The Vulcans are no longer a purely rational species capable of perfect decision-making
Perhaps one of the most fascinating and most compelling characters ever to appear on Star Trek was Dr. Spock, the legendary Vulcan. He came to symbolize pure scientific rationalism. He was able to think and reason about emotion, and with limited exceptions, never let these emotions influence his decision-making.
But now it looks like “Star Trek: Discovery” is willing to challenge some of what we thought we knew about Vulcans. For example, consider the “Vulcan hello.” This term quickly becomes shorthand for acting very emotionally and irrationally when meeting someone – as in the Vulcans opening fire on the Klingons before ever trying to establish rational, diplomatic contact with them. It is offered up as a symbol of the hypocrisy found within the Federation.
And there’s another angle here, and that’s the role of First Officer Michael Burnham (played by Sonequa Martin-Green), who herself has a Vulcan past, being raised on the planet Vulcan by Spock’s father Sarek. Part of the two-part pilot episode, in fact, has shown us her struggling with this Vulcan background. You might expect her to be calm, rational and un-emotional when making decisions (especially since she attended the Vulcan Science Academy) – but nothing could be further from the truth. This is clearly a new take on the Vulcans.
“Star Trek: Discovery” shows us a brand new alien species
One of the new characters in “Star Trek: Discovery” is the Discovery’s chief science officer, Lt. Saru. As a Kelpien, he has hoof-like feet and is also biologically capable of sensing impending death. We are told that the Kelpiens are largely raised like cattle on their home planet, and that they are essentially a race that’s been doomed to become food for a more dominant predator species. There’s a whole plotline in the pilot episode, in which Saru senses the impending death and destruction brought on by the Klingons. He also reveals the tragic back story of the Kelpiens.

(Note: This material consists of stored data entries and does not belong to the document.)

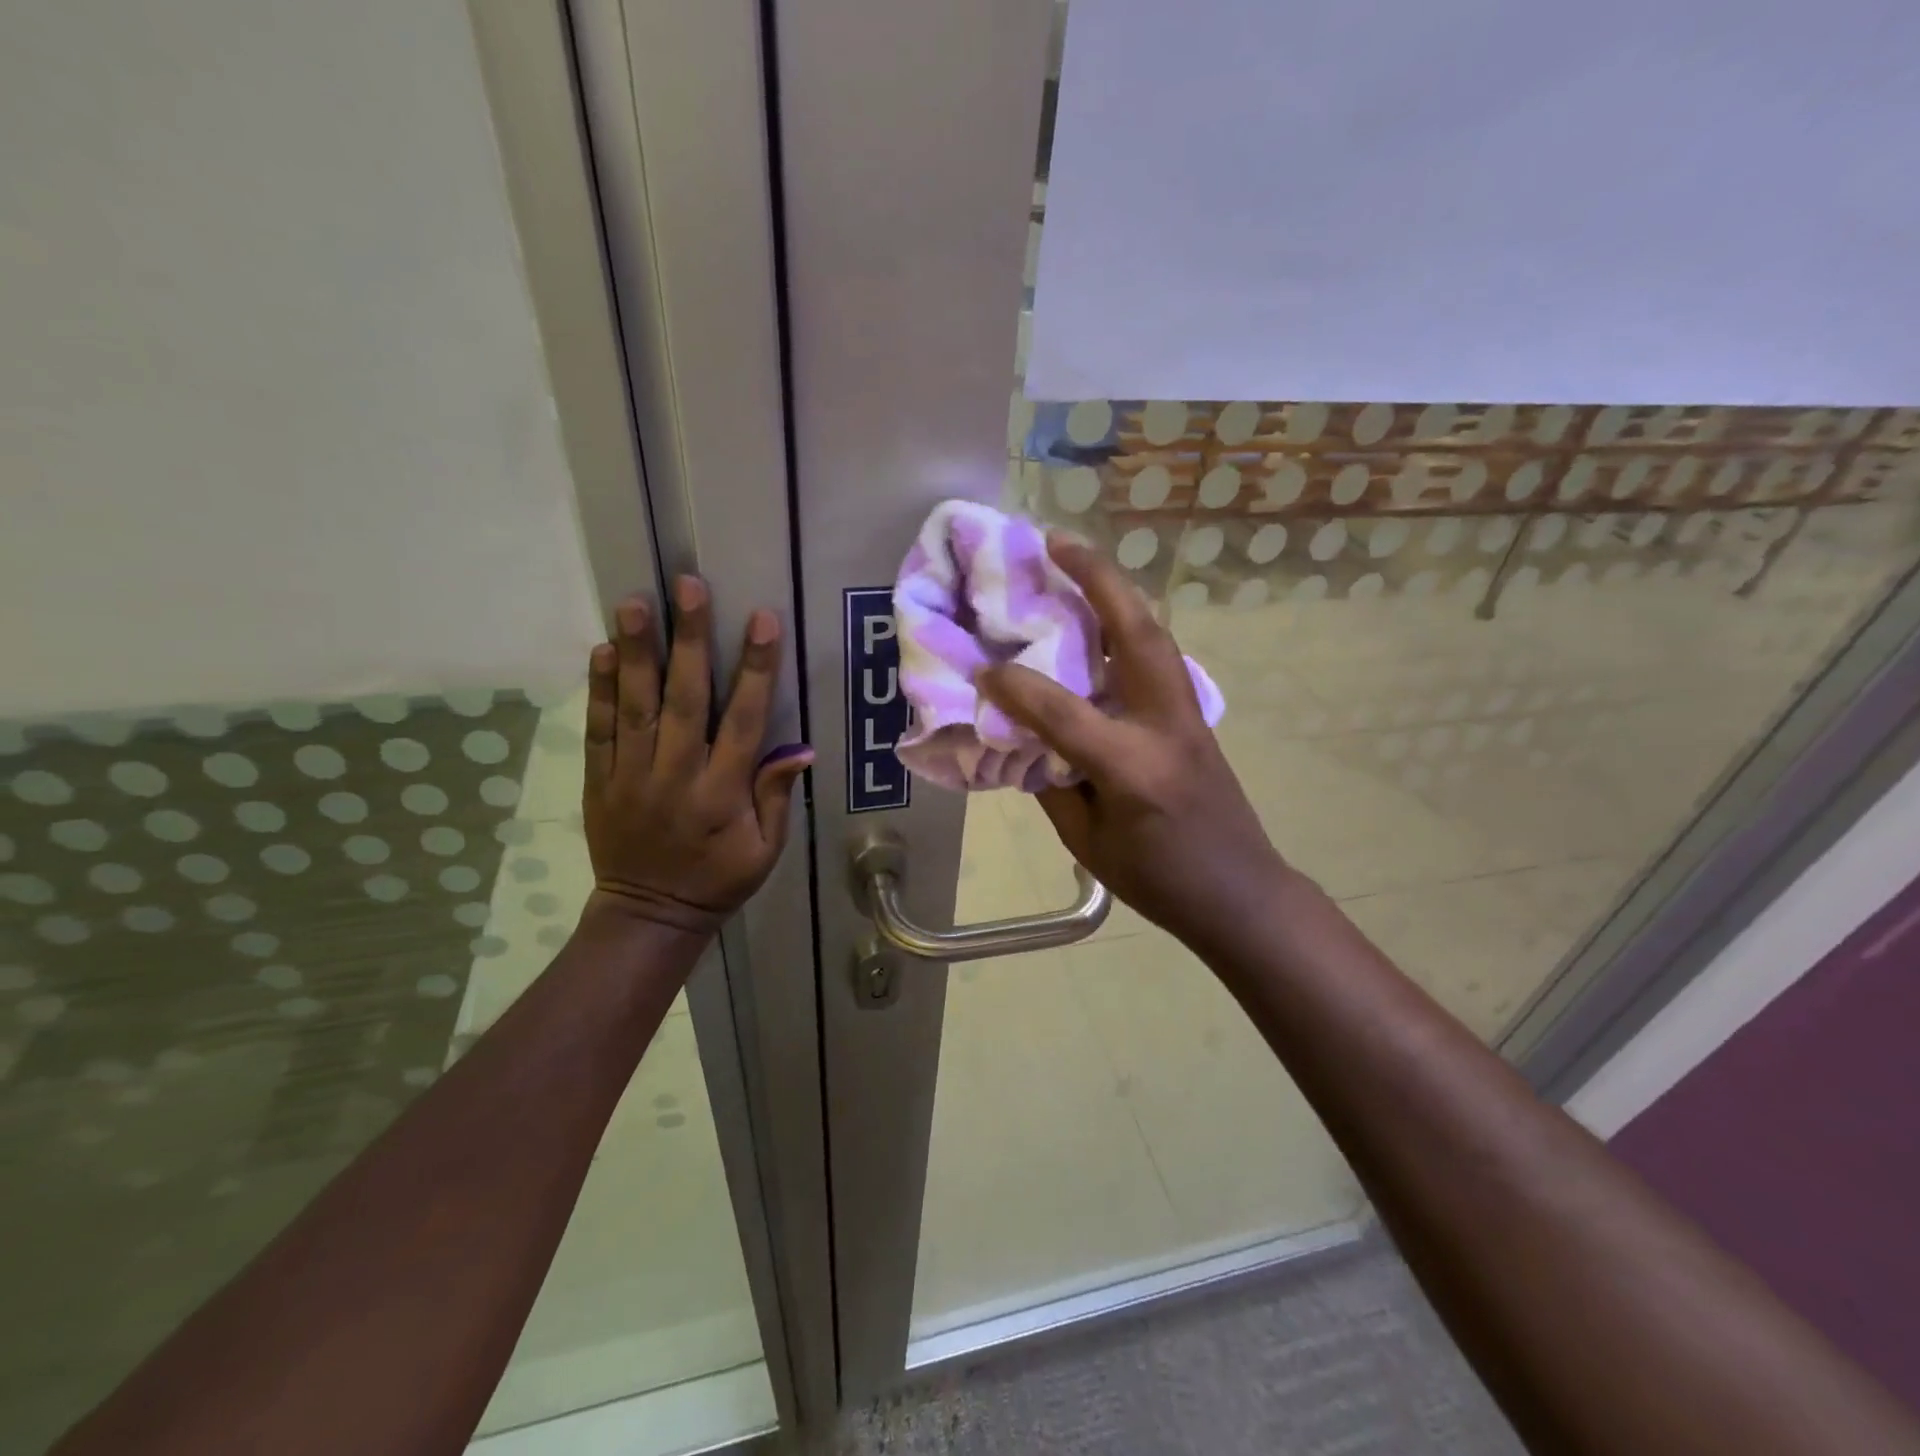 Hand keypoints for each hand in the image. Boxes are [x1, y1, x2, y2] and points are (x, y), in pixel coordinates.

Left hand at [581, 576, 812, 933]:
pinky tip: (602, 652)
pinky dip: (599, 690)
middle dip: (689, 640)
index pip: (744, 721)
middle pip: (684, 699)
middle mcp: (676, 776)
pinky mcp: (600, 780)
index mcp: (723, 793)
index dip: (755, 669)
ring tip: (635, 603)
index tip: (762, 621)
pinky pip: (599, 730)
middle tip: (688, 586)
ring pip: (635, 706)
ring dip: (636, 652)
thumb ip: (777, 797)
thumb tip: (800, 748)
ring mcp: (632, 776)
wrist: (649, 914)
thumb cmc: (719, 879)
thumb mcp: (765, 850)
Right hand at [978, 535, 1284, 946]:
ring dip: (1117, 591)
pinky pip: (1160, 657)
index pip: (1062, 711)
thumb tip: (1028, 737)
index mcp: (1132, 767)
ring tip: (1078, 563)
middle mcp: (1165, 726)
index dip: (1015, 688)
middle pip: (1135, 634)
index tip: (982, 669)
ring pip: (1156, 634)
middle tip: (1056, 542)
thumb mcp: (1087, 842)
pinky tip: (1104, 621)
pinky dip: (1130, 626)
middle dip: (1097, 580)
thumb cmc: (1158, 881)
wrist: (1241, 893)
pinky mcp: (1197, 716)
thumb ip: (1054, 783)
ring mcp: (1189, 715) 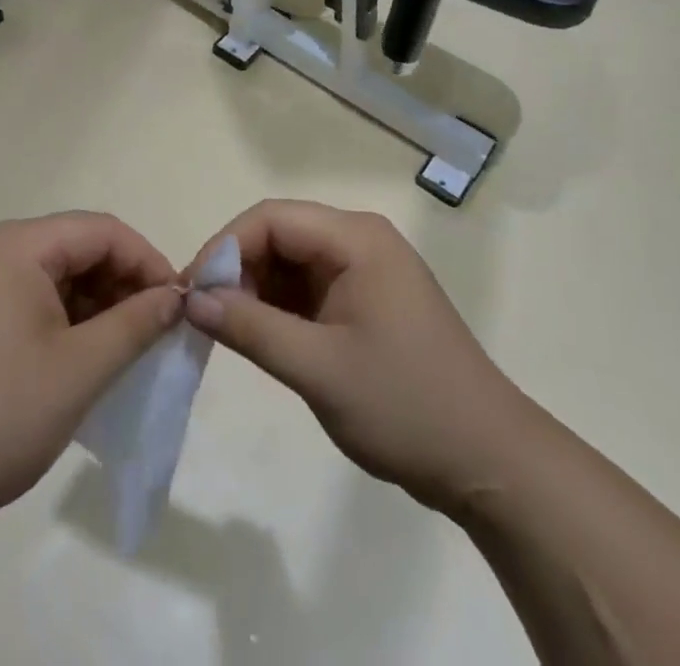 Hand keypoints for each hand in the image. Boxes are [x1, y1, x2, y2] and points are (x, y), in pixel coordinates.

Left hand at [0, 212, 180, 544]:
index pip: (102, 231)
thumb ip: (135, 325)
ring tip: (127, 351)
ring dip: (99, 308)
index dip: (148, 261)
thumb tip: (174, 298)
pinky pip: (35, 305)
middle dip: (124, 285)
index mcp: (18, 246)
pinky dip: (69, 326)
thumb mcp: (79, 370)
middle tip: (156, 332)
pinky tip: (87, 362)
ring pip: (59, 279)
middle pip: (80, 250)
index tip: (178, 305)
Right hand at [183, 200, 519, 516]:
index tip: (191, 293)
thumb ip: (251, 328)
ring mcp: (366, 270)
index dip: (224, 247)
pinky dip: (279, 308)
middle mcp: (360, 240)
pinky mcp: (366, 300)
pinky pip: (309, 288)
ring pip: (291, 262)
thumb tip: (192, 300)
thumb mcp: (318, 368)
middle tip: (203, 317)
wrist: (488, 460)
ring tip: (224, 331)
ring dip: (255, 290)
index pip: (272, 218)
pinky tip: (258, 337)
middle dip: (237, 269)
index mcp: (356, 238)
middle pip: (280, 235)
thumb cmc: (405, 405)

And that’s not all – this new “Star Trek: Discovery” offers plenty of new characters (including the first openly gay character), plenty of high-tech Hollywood special effects, and plenty of fascinating back stories to bring us up-to-date with the first ever version of “Star Trek,” which appeared in the 1960s. It’s futuristic and yet retro at the same time, and that means there’s a good chance that “Star Trek: Discovery” is going to absolutely blow your mind if you’re a Trekkie.